Exercise data -
· · ·

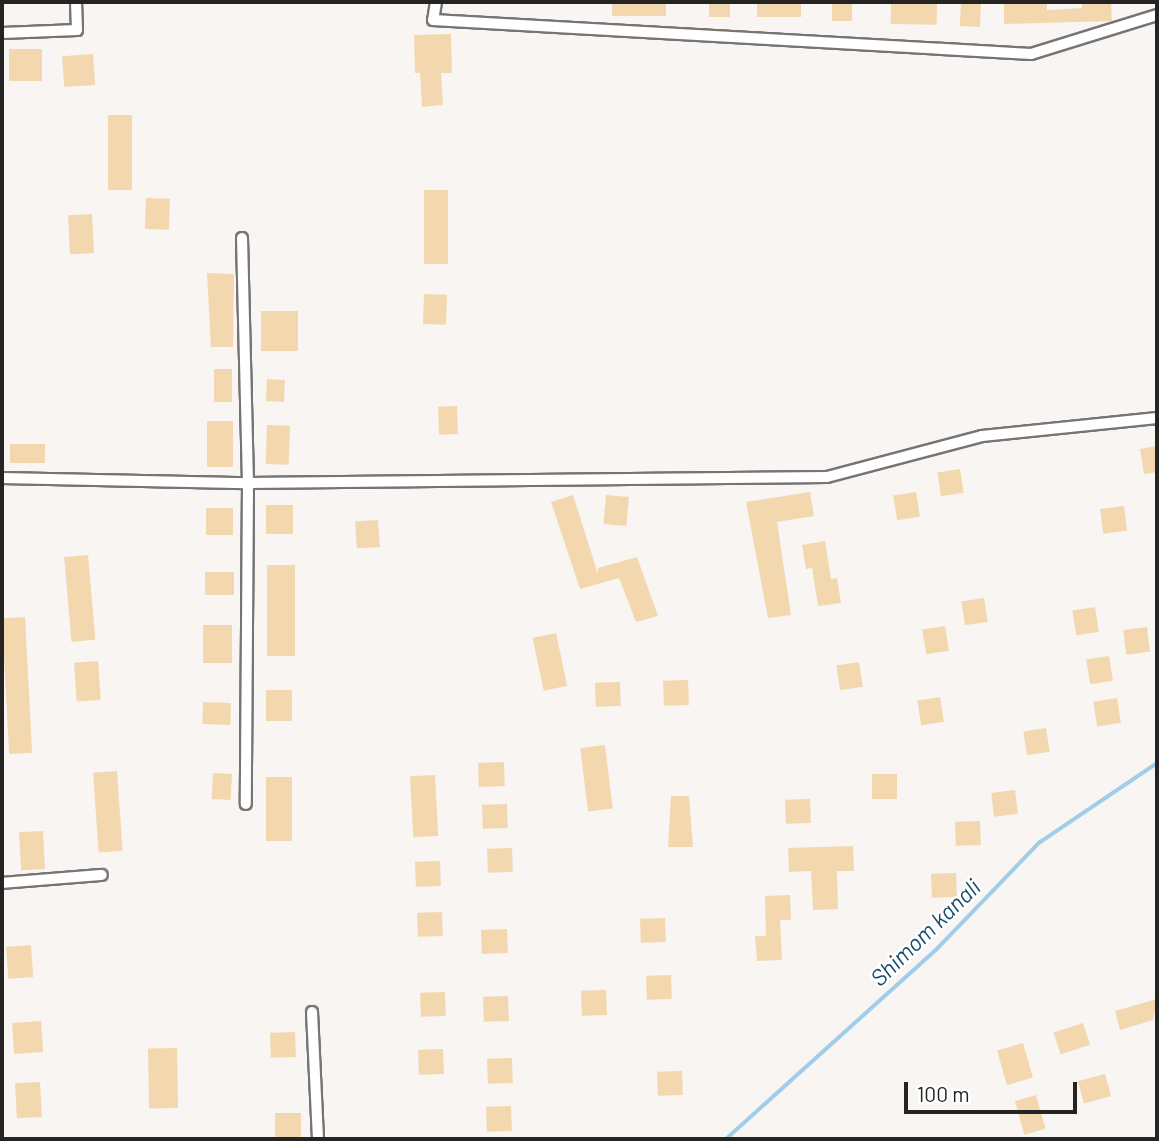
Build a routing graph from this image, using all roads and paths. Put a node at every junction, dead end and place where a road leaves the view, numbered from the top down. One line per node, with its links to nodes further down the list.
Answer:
1 (76, 2): 4 (street)
2 (436, 2): 3 (street)
3 (1157, 16)
4 (2, 33)
5 (242, 238): 8 (street)
6 (1157, 418): 8 (street)
7 (2, 478): 8 (street)
8 (248, 483): 9 (street)
9 (246, 804)
10 (103, 875): 11 (street)
11 (2, 883)
12 (312, 1012): 13 (street)
13 (318, 1139)

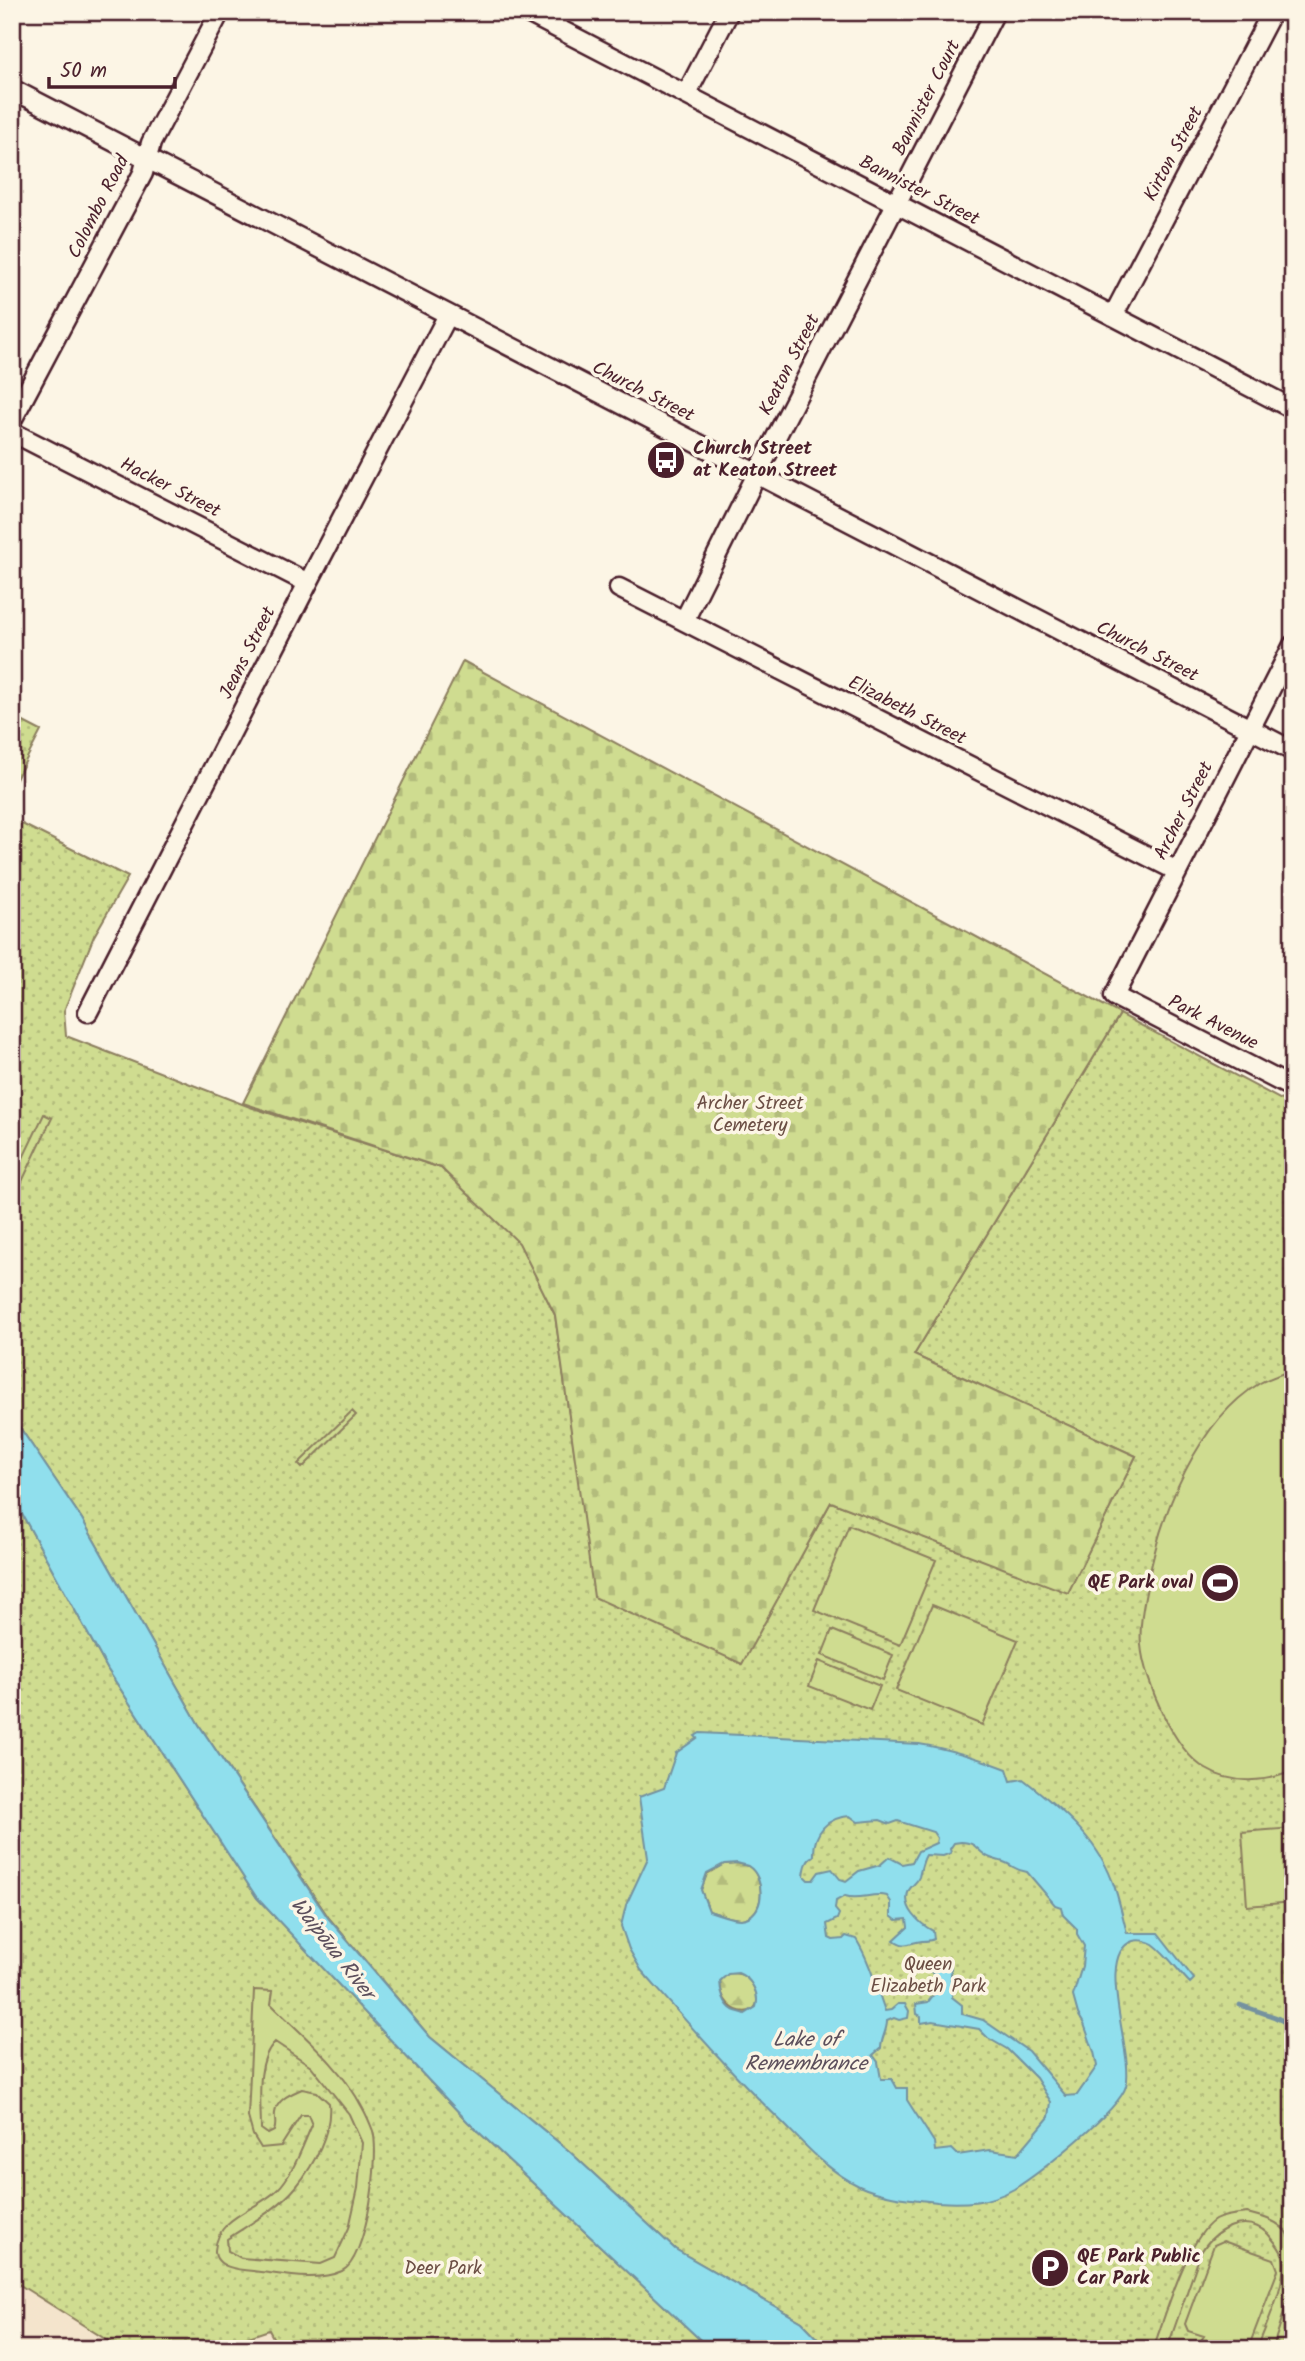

· · ·

Leave the pictures out. Repeat every entry above exactly.

Build a routing graph from this image, using all roads and paths. Put a node at every junction, dead end and place where a road leaves the view, numbered from the top down. One line per node, with its links to nodes further down the list.
Answer:
1 (76, 2): 4 (street)
2 (436, 2): 3 (street)
3 (1157, 16)
4 (2, 33)
5 (242, 238): 8 (street)
6 (1157, 418): 8 (street)
7 (2, 478): 8 (street)
8 (248, 483): 9 (street)
9 (246, 804)
10 (103, 875): 11 (street)
11 (2, 883)
12 (312, 1012): 13 (street)
13 (318, 1139)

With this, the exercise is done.